As machine learning becomes more prevalent in financial services, one of the competing factors for adoption across organizations is the need to comply with regulatory requirements (Federal Reserve SR 11-7, Fair Housing Act, Fair Credit Reporting Act, etc.). The sticking point of regulatory compliance for newer, more complex machine learning models is that they must meet the same explainability standards of traditional models. In addition to the regulatory aspect, most executives expect predictions for models to be understandable and actionable. While much has been written about model interpretability to address these challenges, another approach is to turn a black-box model into a more interpretable model by constraining it to preserve simpler, monotonic relationships.

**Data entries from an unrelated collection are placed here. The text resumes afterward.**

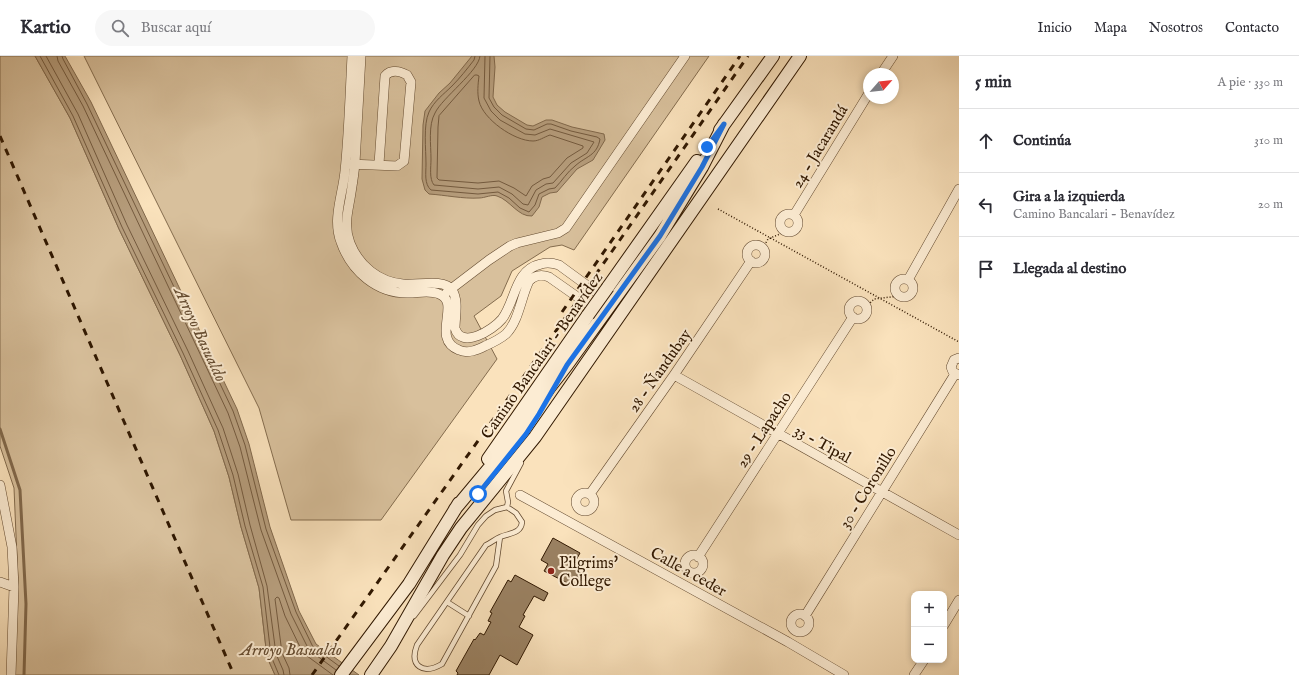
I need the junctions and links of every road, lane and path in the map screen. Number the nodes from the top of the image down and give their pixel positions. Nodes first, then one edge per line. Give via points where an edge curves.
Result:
1 (352, 56) edge
2 (361, 56) edge
3 (685, 56) edge
4 (773, 56) edge
5 (800, 56) edge
6 (893, 56) edge
7 (885, 68) edge
8 (772, 98) junction
9 (863, 103) edge
10 (724, 124) junction
11 (350, 164) junction
12 (379, 164) junction
13 (959, 189) edge
14 (718, 209) dead end
15 (787, 231) joint
16 (660, 236) junction
17 (770, 238) junction
18 (762, 248) junction
19 (751, 261) junction
20 (451, 288) junction
21 (443, 295) junction
22 (900, 296) joint
23 (879, 298) junction
24 (611, 303) junction
25 (866, 307) junction
26 (603, 315) junction
27 (853, 317) junction
28 (490, 329) junction
29 (496, 340) junction
30 (959, 342) edge
31 (959, 358) edge
32 (567, 365) junction
33 (674, 375) junction
34 (957, 375) edge
35 (778, 434) junction
36 (535, 437) junction
37 (0, 485) edge
38 (881, 492) junction
39 (590, 494) dead end
40 (520, 495) dead end
41 (507, 507) junction
42 (455, 509) junction
43 (460, 528) junction
44 (959, 535) edge
45 (500, 537) junction
46 (698, 557) dead end
47 (0, 582) edge
48 (14, 587) junction
49 (959, 600) edge
50 (446, 602) junction
51 (469, 616) junction
52 (805, 616) dead end
53 (947, 620) edge
54 (391, 646) junction
55 (922, 663) edge
56 (424, 673) edge
57 (11, 675) edge
58 (341, 675) edge
59 (371, 675) edge
60 (844, 675) edge
61 (905, 675) edge
62 (914, 675) edge

1 - 11 street
2 - 11 street
3 - 20 street via 566,228 558,233 510,246
4 - 10 main road, Camino Bancalari - Benavídez
5 - 8 main road
6 - 7 street
8 - 16 main road via 752,116
8 - 36 main road
9 - 15 street, 24 - Jacarandá via 794,215 798,220 797,226 793,231
10 - 16 main road via 702,167
10 - 42 main road, Camino Bancalari - Benavídez, bridge via 588,315
11 - 12 street
11 - 20 street via 350,199 346,226 350,244 361,262 367,269 392,283 440,283
11 - 21 street via 339,210 338,230 340,242 349,259 362,275 385,289 400,293 434,292
12 - 12 street via 396,166 404,161 406,156 411,82 407,75 395,71 385,76
13 - 22 street via 908,280 912,284 911,293
14 - 17 path
15 - 17 path
16 - 24 main road
17 - 18 path
17 - 23 path
18 - 19 street via 765,254 763,259 756,263
18 - 19 street via 755,245 749,248 747,256
19 - 33 street, 28 - Ñandubay
20 - 21 street
20 - 28 street via 456,300 455,328 460,337 471,338
21 - 29 street via 448,306 446,336 454,347 465,352 474,351
22 - 23 path
23 - 25 path via 874,299
23 - 30 path
24 - 26 main road
24 - 28 street via 559,265 545,263 532,267 521,278 506,314
25 - 27 street via 864,316 859,319
25 - 27 street via 860,301 852,303 849,310
26 - 29 street via 549,277 538,275 529,281 509,330
26 - 32 main road
27 - 35 street, 29 - Lapacho
28 - 29 street
31 - 34 street via 951,364
32 - 42 main road via 548,388 516,436
32 - 43 main road via 526,434 470,505
33 - 35 street, 33 - Tipal
33 - 39 street, 28 - Ñandubay
34 - 38 street, 30 - Coronillo
35 - 38 street, 33 - Tipal
35 - 46 street, 29 - Lapacho
36 - 41 lane via 506,491
36 - 43 main road
37 - 48 street via 12,547
38 - 44 street, 33 - Tipal
38 - 52 street, 30 - Coronillo
40 - 60 street, Calle a ceder
41 - 45 lane via 516,513 522,526 516,532
41 - 54 lane via 490,512 478,525 460,555
42 - 58 main road, Camino Bancalari - Benavídez via 408,584
43 - 54 main road
45 - 50 lane via 486,545
45 - 51 lane via 496,566
47 - 48 street
48 - 57 street
49 - 53 street
50 - 51 lane
50 - 56 lane via 414,651 417,665
51 - 56 lane via 442,664
54 - 59 main road
55 - 62 street
61 - 62 street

What are monotonic relationships?
A monotonic relationship exists when a model’s output increases or stays constant in step with an increase in your model’s inputs. Relationships can be monotonically increasing or decreasing with the distinction based on which direction the input and output travel. A common example is in credit risk where you would expect someone’s risk score to increase with the amount of debt they have relative to their income.
This makes sense to most people and has the benefit of making the relationship actionable: If you’d like a loan, reduce your debt. Imagine a non-monotonic relationship and informing some individuals to reduce their debt, while informing others to increase their debt in order to get a loan. As we can see, monotonicity can support common sense as well as fairness.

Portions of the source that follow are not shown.